= What you are asked to do =
Return all lines from the listing below in which the string "Video" occurs.

Segment Open

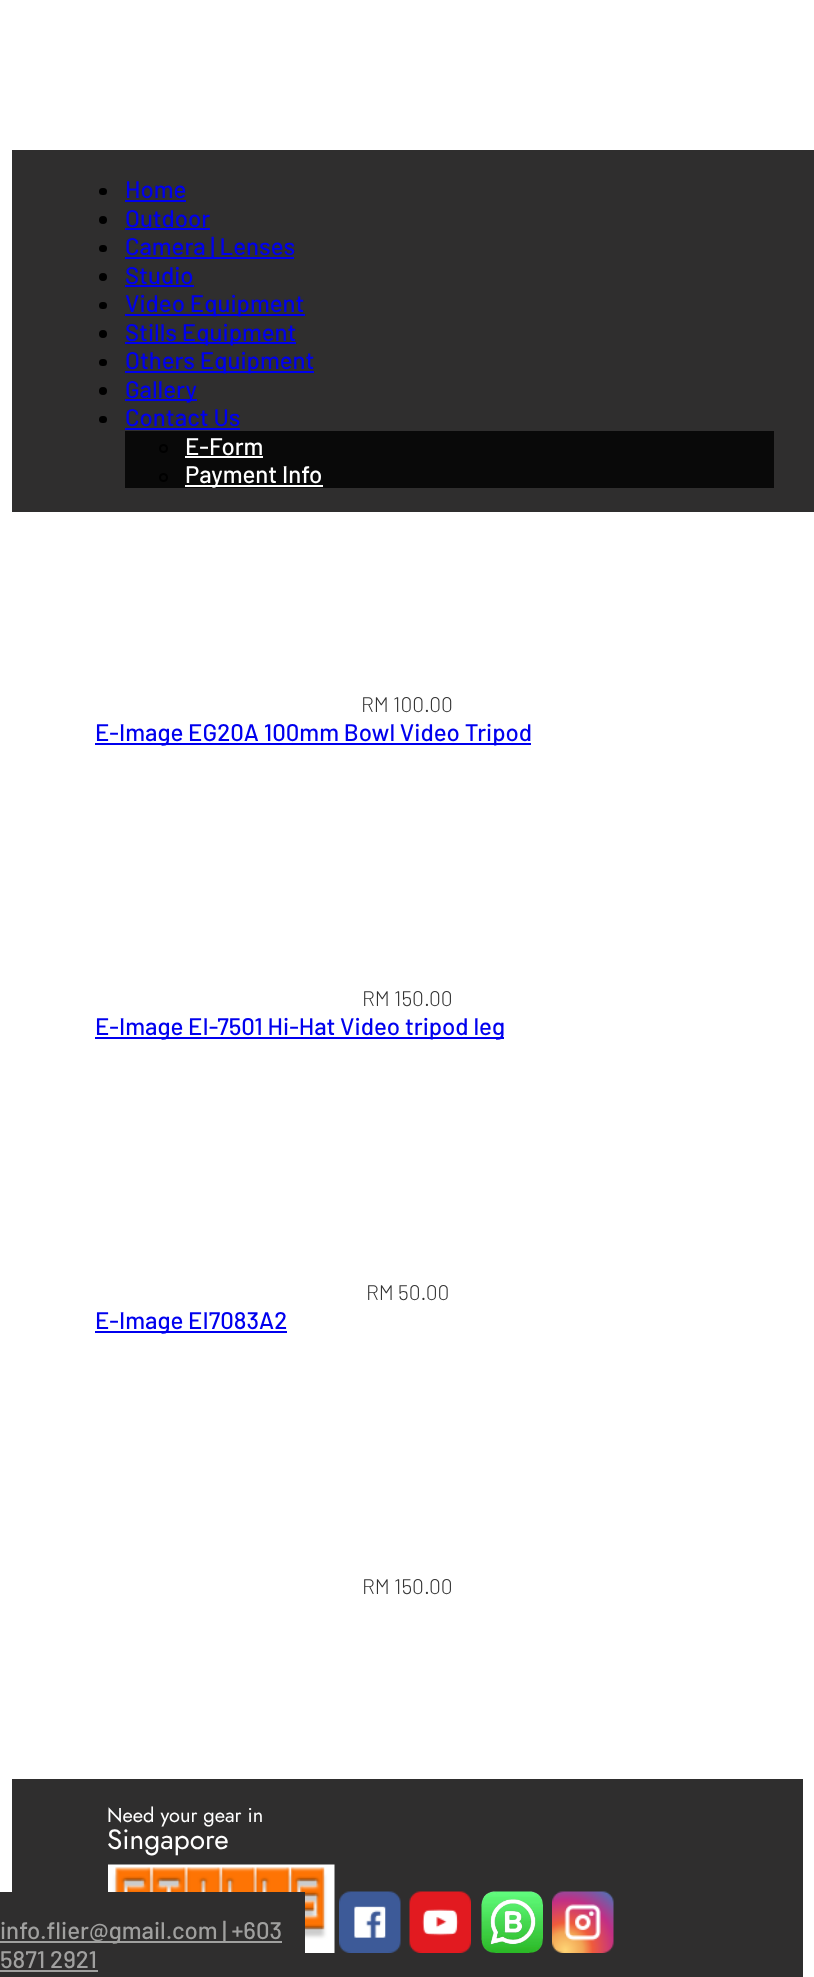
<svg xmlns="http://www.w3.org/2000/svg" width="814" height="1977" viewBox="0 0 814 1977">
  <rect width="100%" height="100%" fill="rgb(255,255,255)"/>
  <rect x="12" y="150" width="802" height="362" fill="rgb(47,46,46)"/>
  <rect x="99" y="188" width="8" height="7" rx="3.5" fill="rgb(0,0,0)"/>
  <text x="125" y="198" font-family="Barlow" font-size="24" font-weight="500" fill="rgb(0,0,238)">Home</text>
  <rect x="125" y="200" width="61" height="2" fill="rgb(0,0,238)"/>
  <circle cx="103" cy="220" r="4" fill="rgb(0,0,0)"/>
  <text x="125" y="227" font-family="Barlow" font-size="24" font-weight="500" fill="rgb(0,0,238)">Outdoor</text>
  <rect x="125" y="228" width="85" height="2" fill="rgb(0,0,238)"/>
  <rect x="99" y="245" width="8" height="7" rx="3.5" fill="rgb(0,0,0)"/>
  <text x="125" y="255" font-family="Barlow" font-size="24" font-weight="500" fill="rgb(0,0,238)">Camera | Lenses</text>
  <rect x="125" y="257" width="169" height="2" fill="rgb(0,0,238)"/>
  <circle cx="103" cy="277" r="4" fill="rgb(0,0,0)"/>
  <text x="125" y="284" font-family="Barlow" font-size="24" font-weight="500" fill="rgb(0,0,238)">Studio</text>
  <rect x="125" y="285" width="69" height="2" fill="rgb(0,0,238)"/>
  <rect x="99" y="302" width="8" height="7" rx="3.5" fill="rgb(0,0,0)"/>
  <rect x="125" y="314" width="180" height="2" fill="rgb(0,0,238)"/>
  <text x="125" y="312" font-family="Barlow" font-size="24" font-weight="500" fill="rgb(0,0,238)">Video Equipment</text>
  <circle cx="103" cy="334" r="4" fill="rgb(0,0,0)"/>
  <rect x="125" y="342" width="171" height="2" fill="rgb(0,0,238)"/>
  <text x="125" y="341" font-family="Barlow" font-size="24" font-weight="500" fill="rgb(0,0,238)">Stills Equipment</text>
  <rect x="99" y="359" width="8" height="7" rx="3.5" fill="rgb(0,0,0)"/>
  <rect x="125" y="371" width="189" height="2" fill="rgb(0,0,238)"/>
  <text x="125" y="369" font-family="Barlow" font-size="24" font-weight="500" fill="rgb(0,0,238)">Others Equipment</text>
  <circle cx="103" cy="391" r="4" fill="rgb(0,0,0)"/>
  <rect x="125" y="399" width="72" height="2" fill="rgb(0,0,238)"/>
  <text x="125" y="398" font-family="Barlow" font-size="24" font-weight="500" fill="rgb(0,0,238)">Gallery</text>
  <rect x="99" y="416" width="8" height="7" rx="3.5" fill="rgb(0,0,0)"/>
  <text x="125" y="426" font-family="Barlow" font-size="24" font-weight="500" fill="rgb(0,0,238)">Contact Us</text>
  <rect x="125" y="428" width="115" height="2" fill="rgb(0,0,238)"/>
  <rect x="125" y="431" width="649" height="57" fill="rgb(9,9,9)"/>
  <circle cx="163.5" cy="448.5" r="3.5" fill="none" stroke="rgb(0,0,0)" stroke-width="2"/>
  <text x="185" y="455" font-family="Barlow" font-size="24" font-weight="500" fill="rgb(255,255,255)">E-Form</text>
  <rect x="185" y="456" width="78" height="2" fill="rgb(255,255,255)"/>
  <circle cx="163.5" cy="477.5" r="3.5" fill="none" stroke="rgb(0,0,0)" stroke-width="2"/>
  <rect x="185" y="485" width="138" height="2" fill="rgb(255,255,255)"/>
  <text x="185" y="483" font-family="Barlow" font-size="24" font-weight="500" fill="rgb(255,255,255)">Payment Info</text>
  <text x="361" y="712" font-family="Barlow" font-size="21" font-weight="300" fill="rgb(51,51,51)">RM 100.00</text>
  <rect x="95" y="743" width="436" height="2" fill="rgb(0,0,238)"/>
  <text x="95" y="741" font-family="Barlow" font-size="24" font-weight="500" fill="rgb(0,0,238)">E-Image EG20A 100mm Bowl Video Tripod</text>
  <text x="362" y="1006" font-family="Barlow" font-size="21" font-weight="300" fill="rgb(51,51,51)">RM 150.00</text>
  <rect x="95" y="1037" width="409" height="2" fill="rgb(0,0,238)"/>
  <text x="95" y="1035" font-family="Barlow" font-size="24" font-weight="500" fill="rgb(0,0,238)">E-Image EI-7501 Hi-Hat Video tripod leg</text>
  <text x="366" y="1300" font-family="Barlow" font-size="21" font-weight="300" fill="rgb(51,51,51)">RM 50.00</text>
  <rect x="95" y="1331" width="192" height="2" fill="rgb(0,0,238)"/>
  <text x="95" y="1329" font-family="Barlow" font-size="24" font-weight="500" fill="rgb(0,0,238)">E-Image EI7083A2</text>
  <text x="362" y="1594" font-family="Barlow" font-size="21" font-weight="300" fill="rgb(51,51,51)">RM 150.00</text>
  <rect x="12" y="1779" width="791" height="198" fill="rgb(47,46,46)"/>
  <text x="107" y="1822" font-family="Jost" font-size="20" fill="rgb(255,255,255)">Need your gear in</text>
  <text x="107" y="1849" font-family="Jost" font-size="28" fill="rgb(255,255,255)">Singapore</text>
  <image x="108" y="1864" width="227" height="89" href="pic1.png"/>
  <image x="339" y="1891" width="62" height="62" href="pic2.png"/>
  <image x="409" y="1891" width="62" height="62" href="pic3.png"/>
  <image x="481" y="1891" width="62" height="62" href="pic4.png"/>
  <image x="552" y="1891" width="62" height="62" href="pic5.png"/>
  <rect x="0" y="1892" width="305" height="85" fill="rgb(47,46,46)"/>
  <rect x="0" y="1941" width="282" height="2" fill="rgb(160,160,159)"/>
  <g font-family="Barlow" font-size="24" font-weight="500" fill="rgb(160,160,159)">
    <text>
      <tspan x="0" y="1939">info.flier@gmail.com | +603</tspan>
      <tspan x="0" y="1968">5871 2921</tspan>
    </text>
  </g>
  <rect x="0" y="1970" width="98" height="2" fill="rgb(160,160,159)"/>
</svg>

Segment Closed

= Reply to the task =
  <text x="125" y="312" font-family="Barlow" font-size="24" font-weight="500" fill="rgb(0,0,238)">Video Equipment</text>
  <text x="95" y="741" font-family="Barlow" font-size="24" font-weight="500" fill="rgb(0,0,238)">E-Image EG20A 100mm Bowl Video Tripod</text>
  <text x="95" y="1035" font-family="Barlow" font-size="24" font-weight="500" fill="rgb(0,0,238)">E-Image EI-7501 Hi-Hat Video tripod leg</text>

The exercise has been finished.